Right in the middle of this family drama is the famous episode of the judgment of Sodom and the deliverance of Lot (Gen 18:16-33 and Gen 19:1-29).


In the destruction of Sodom and Gomorrah, God presaged the destruction of the Canaanites that He would accomplish 400 years later following the Exodus.  It is clear that the justification for God's judgment on this city was a matter of conduct, not of ethnicity:


            "The outcry against Sodom and Gomorrah is so great and their sin so grievous" (Gen 18:20).


The type of behavior which was so reprehensible, sexual perversion, is shown in Gen 19:4-9.  One of the most interesting passages was Abraham's intercession on behalf of Sodom before a holy and wrathful God.  Abraham dared to ask God to spare the city if 50 righteous men could be found in it.  God relented, and Abraham pressed his case.  They then engaged in a countdown, in which Abraham ran the threshold of sparing Sodom down to 10 righteous men!  All was in vain however, because not even 10 righteous men were found in the city.  God destroyed Sodom and Gomorrah by raining sulphur on them (Gen 19:24). 


There are several principles in this passage:

            a. the prayer of a righteous man can change God's actions
            b.
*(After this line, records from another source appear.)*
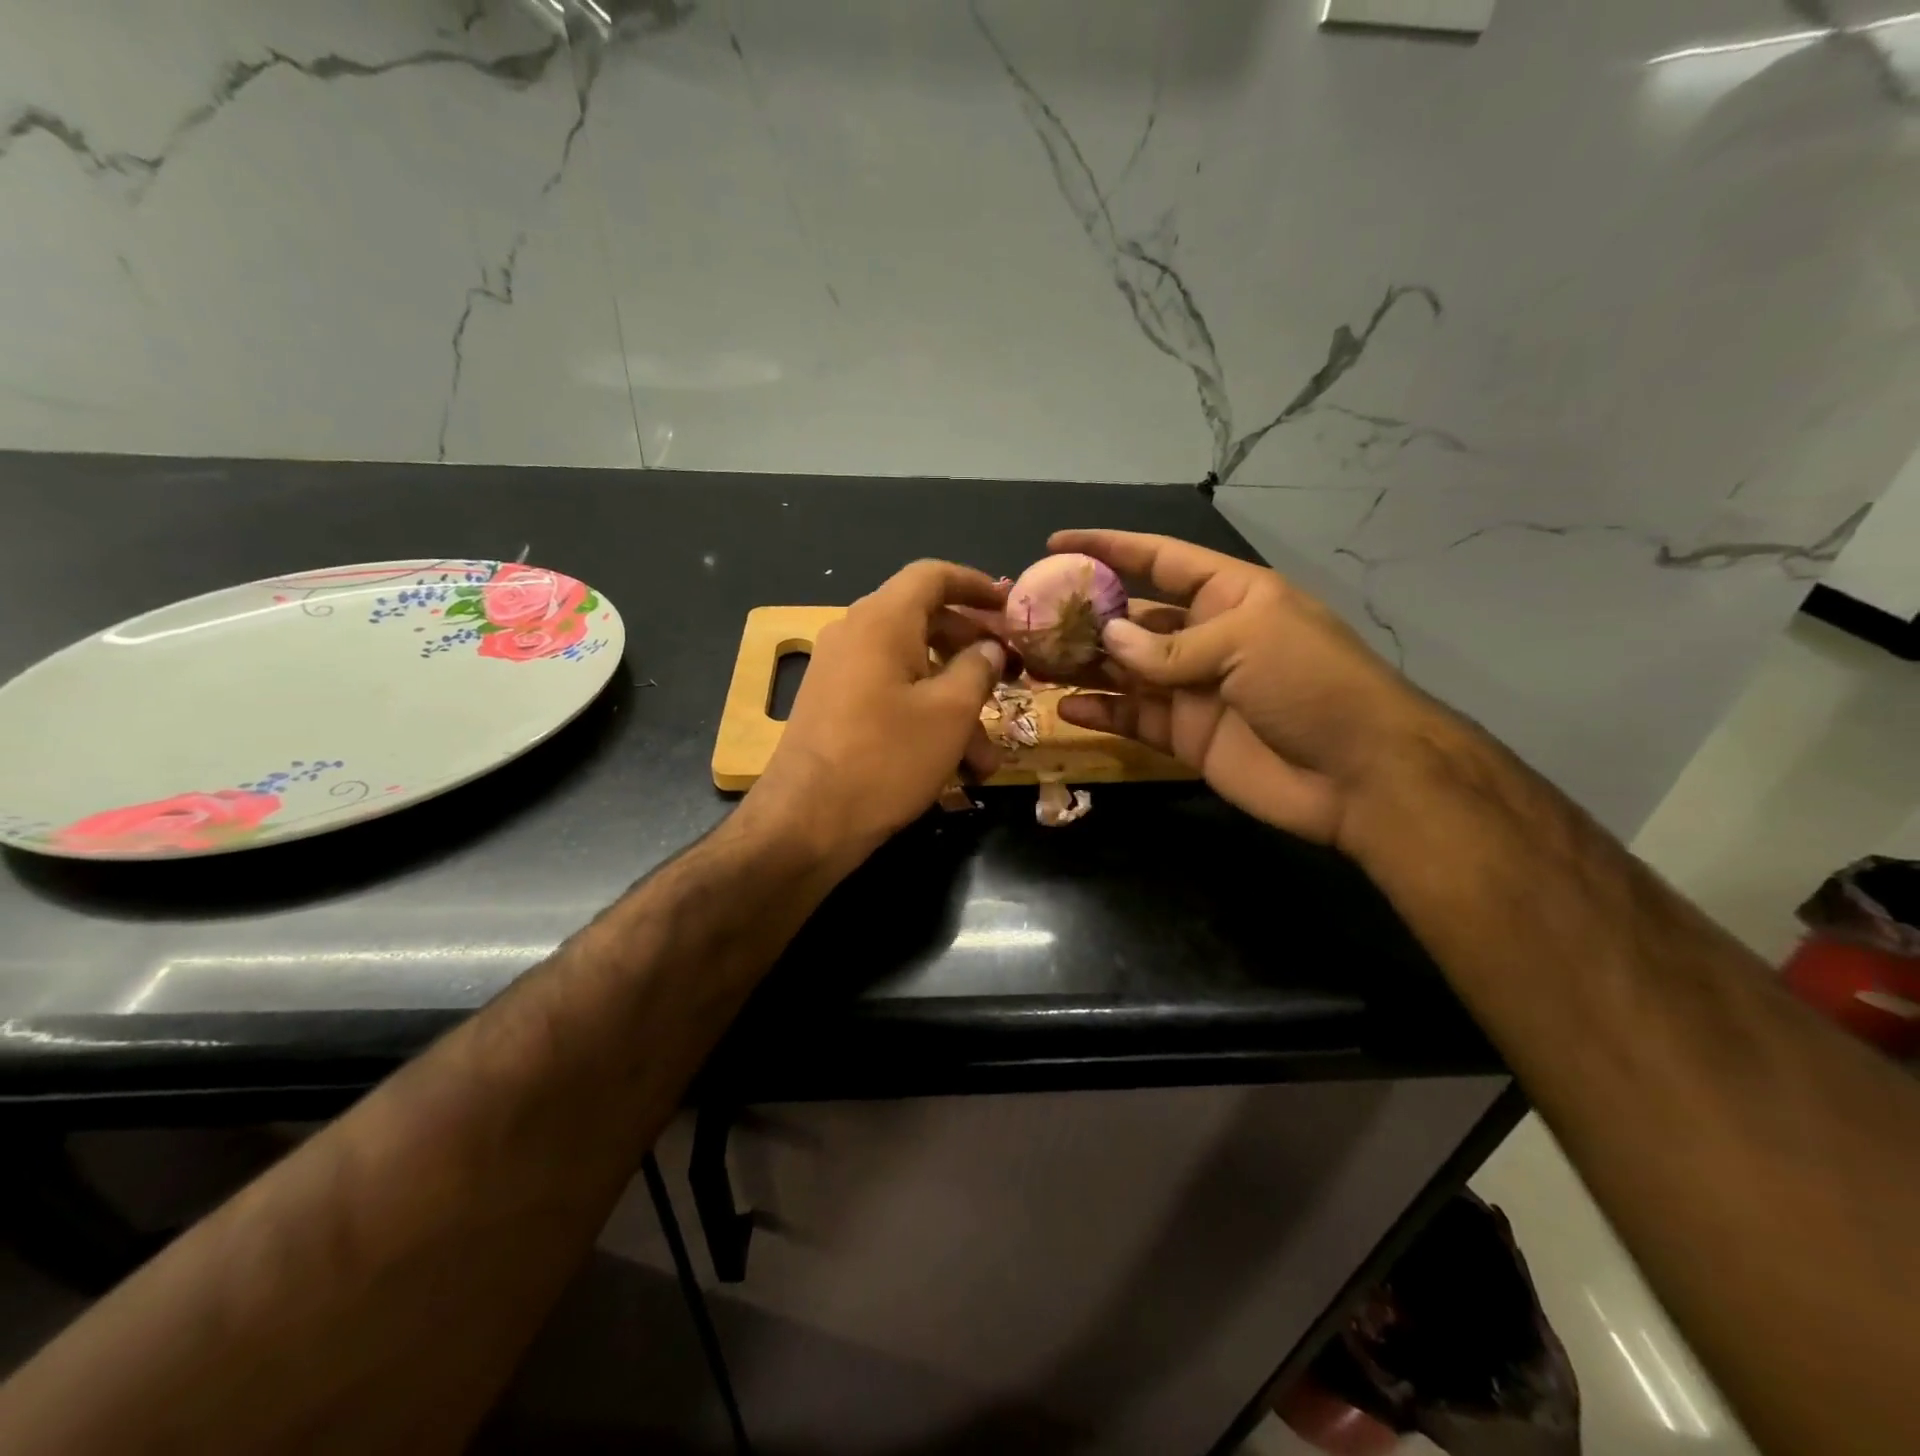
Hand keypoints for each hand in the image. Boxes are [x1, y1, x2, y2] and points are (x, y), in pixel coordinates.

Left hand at [745, 560, 1010, 868]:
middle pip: (926, 622)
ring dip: (956, 704)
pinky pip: (891, 696)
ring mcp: (841, 673)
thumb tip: (990, 647)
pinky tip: (955, 767)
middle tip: (1013, 675)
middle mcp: (856, 635)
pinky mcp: (835, 708)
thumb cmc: (886, 759)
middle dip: (974, 651)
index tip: (1011, 605)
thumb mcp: (950, 713)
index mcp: (882, 620)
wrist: (806, 822)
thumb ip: (978, 669)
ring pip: (913, 670)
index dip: (976, 584)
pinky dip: (926, 718)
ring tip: (988, 755)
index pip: (933, 576)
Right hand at [1051, 529, 1442, 847]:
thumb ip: (1171, 645)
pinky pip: (1133, 718)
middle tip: (1030, 615)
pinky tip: (1064, 705)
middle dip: (1084, 614)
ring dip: (1082, 663)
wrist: (1360, 776)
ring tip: (1033, 659)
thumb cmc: (1313, 685)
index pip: (1159, 559)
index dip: (1109, 547)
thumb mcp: (1247, 643)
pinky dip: (1100, 712)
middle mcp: (1206, 636)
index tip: (1057, 543)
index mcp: (1229, 595)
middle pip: (1132, 617)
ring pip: (1124, 670)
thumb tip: (1108, 640)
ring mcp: (1193, 689)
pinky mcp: (1185, 735)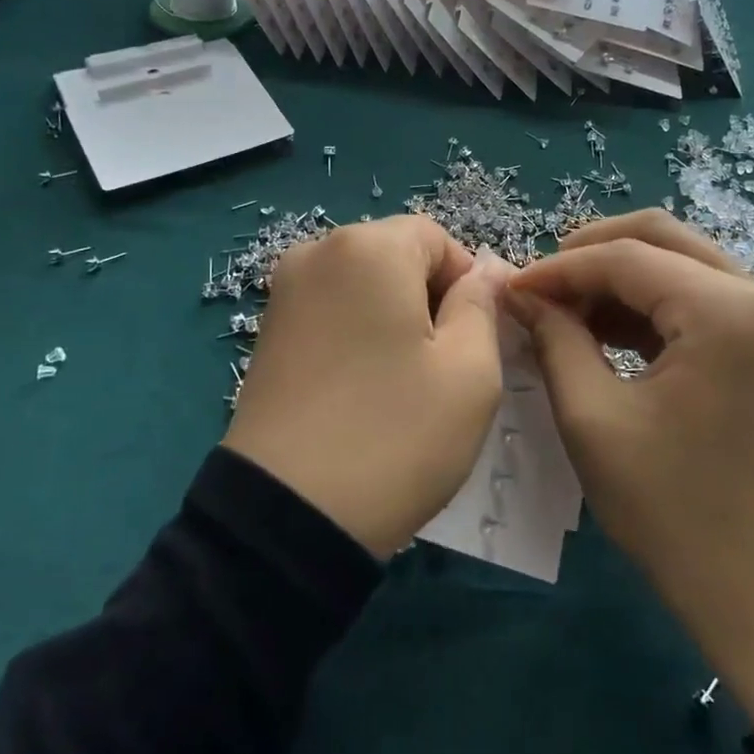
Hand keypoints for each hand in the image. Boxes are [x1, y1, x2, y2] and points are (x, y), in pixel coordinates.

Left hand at [224, 217, 509, 557]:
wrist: (287, 515)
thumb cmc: (395, 434)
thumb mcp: (470, 371)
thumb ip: (482, 305)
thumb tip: (486, 271)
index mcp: (368, 247)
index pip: (437, 238)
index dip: (467, 283)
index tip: (474, 341)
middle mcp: (317, 252)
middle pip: (397, 256)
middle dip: (429, 299)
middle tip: (443, 367)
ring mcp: (284, 292)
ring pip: (364, 286)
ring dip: (394, 319)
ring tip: (402, 382)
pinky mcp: (267, 331)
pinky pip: (331, 311)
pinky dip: (357, 335)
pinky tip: (363, 388)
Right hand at [507, 210, 753, 731]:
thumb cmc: (677, 515)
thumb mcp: (594, 420)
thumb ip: (555, 339)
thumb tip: (521, 293)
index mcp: (726, 310)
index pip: (623, 257)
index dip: (557, 269)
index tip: (509, 290)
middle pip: (660, 238)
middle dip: (590, 255)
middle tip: (539, 288)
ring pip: (681, 263)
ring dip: (619, 279)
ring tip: (564, 313)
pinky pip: (701, 300)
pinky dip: (649, 306)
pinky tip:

God would rather bless the righteous than punish the wicked
            c. righteousness, ie. rightness with God, can exist outside of Abraham's natural descendants.  Even a Canaanite could be righteous, in theory (otherwise Abraham would not have asked God to spare a Canaanite city if there were righteous men in it).
            d. Can a righteous individual exist in the midst of a corrupt culture or nation?  Abraham failed to find ten.
            e. The reverse is more clearly demonstrated: a debased culture infects even the innocent.  Lot may have known God from his past association with Abraham, but his daughters clearly did not.  Their incestuous conduct in Gen 19:30-38 was precisely the sort of thing that God destroyed Sodom for!